Más de una década después de su debut en la selección inglesa de fútbol como un adolescente atrevido y talentoso, todavía sigue siendo difícil encontrar un consenso en torno al verdadero valor de Wayne Rooney.
¿Es una figura de nivel mundial en la que los distintos entrenadores de Inglaterra -y también los miles de aficionados que siguen al equipo- han colocado sus esperanzas de conseguir éxitos postergados?
¿Es solamente un buen jugador cuyo nivel como internacional expone la mediocridad de muchos de sus compañeros en la selección? ¿O es el enigma inglés que ha causado tanta frustración en los grandes torneos?
Lo que está claro es que a los 28 años y con 89 partidos y 38 goles en la selección, Rooney le debe a Inglaterra un buen Mundial en Brasil.
El delantero puede haber ganado títulos de la Liga Premier y la Liga de Campeones desde que arribó al Manchester United procedente del Everton en el 2004, pero su carrera como internacional no tiene las mismas distinciones.
Rooney sigue esperando marcar su primer gol en un Mundial.
En Alemania 2006, el atacante acababa de superar una lesión en un pie y se mostró falto de ritmo. Para peor, su temperamento lo traicionó y fue expulsado por arremeter contra Ricardo Carvalho en la eliminación de Inglaterra ante Portugal por penales en los cuartos de final.
‘No lo asesinen‘, dijo a los medios después del partido el entonces entrenador de Inglaterra, Sven-Goran Eriksson, luego de que la expectativa diera paso a la decepción.
En Sudáfrica 2010, la frustración de Inglaterra otra vez tuvo que ver con Rooney, debido a una nueva lesión previa al torneo. Al final de un decepcionante empate 0-0 ante Argelia en la fase de grupos, el delantero dijo a una cámara de televisión cuando abandonaba el campo: ‘Es lindo ver a tus propios hinchas abucheándote‘. Posteriormente se disculpó.

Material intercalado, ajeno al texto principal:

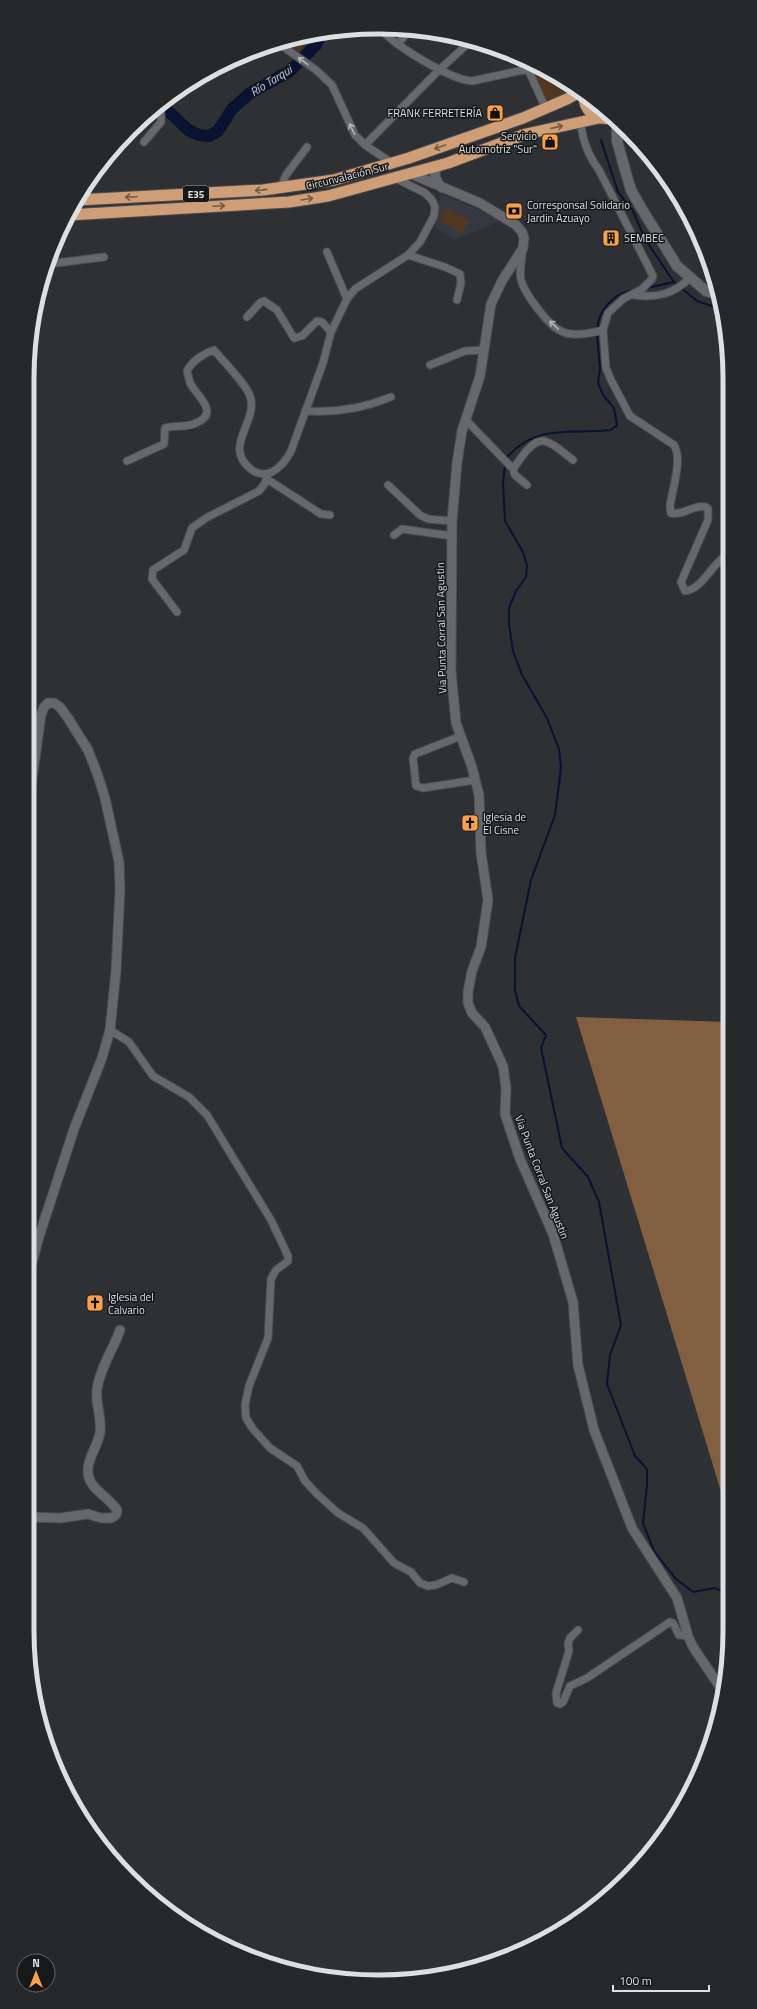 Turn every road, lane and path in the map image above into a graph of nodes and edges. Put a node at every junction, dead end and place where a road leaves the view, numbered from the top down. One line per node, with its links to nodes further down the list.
1 (387, 34): 3 (street)
2 (405, 35): 3 (street)
3 (398, 44): 8 (street)
4 (466, 46): 8 (street)
5 (284, 47): 18 (street, one-way to 5)
6 (526, 67): 8 (street)
7 (528, 68): 11 (street)
8 (438, 71): 18 (street)
9 (574, 95): 11 (highway, Circunvalación Sur / E35)
10 (586, 104): 13 (highway)
11 (546, 109): 20 (highway, Circunvalación Sur / E35, one-way to 20)
12 (160, 112): 17 (street)
13 (604, 118): 14 (highway, Circunvalación Sur / E35); 16 (main road)
14 (581, 122): 21 (highway, Circunvalación Sur / E35, one-way to 14); 35 (street)
15 (617, 130): 16 (main road)
16 (617, 141): 33 (main road)
17 (144, 142)
18 (365, 145): 20 (street)
19 (308, 147): 24 (street)
20 (392, 163): 24 (highway, Circunvalación Sur / E35)
21 (448, 163): 22 (highway, Circunvalación Sur / E35); 25 (street)
22 (410, 173): 23 (highway, Circunvalación Sur / E35); 25 (street)
23 (394, 177): 27 (highway, Circunvalación Sur / E35, one-way to 23); 30 (street)
24 (282, 187): 26 (highway, Circunvalación Sur / E35, one-way to 26)
25 (442, 188): 28 (street)
26 (84, 200)
27 (76, 215)
28 (523, 248): 39 (street, one-way to 28); 41 (street, Via Punta Corral San Agustin)
29 (327, 252): 36 (street)
30 (408, 255): 36 (street); 37 (street)
31 (104, 256): 32 (street)
32 (54, 262)
33 (688, 280): 34 (main road); 35 (street)
34 (712, 293)
35 (633, 294): 39 (street)
36 (347, 299): 40 (street)
37 (457, 300)
38 (247, 317): 40 (street)
39 (602, 330): 56 (street)
40 (332, 332): 44 (street)
41 (484, 350): 42 (street); 45 (street, Via Punta Corral San Agustin)
42 (430, 365)
43 (391, 397): 44 (street)
44 (305, 411): 49 (street)
45 (465, 419): 48 (street); 53 (street, Via Punta Corral San Agustin)
46 (573, 460): 48 (street)
47 (127, 461): 49 (street)
48 (514, 470): 51 (street)
49 (266, 477): 52 (street); 57 (street)
50 (388, 485): 53 (street)
51 (528, 485)
52 (330, 515)
53 (452, 521): 55 (street, Via Punta Corral San Agustin)
54 (394, 535): 55 (street)
55 (452, 536): 58 (street, Via Punta Corral San Agustin)
56 (723, 558)
57 (177, 612)
58 (461, 736): 60 (street, Via Punta Corral San Agustin); 60 (street)
59 (34, 758): 61 (street)
60 (475, 780): 67 (street, Via Punta Corral San Agustin)
61 (110, 1030): 62 (street); 65 (street)
62 (34, 1245)
63 (120, 1330): 64 (street)
64 (34, 1517)
65 (464, 1582)
66 (578, 1630): 67 (street)
67 (688, 1636): 68 (street, Via Punta Corral San Agustin)
68 (718, 1684)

‘Rooney solo juega bien en Manchester‘, declaró el ex entrenador de Inglaterra Fabio Capello.
El recuerdo del único torneo en el que Rooney mostró su mejor faceta -la Eurocopa 2004- se fue diluyendo debido a la sensación de que su potencial no se traduce en hechos.
Esta temporada Rooney ha mostrado un buen rendimiento en un deslucido equipo del United. Generalmente se mostró comprometido y optimista en medio de los traspiés del club.
Se cree que el técnico de Inglaterra, Roy Hodgson, podría pedirle a Rooney que sea capitán si Steven Gerrard se retira después del Mundial de Brasil, lo que implicaría un premio a su madurez y a la actitud de nunca darse por vencido.
El dilema de Hodgson en Brasil será si apuesta todo a su número 10 o si pone mayor énfasis en su plantel.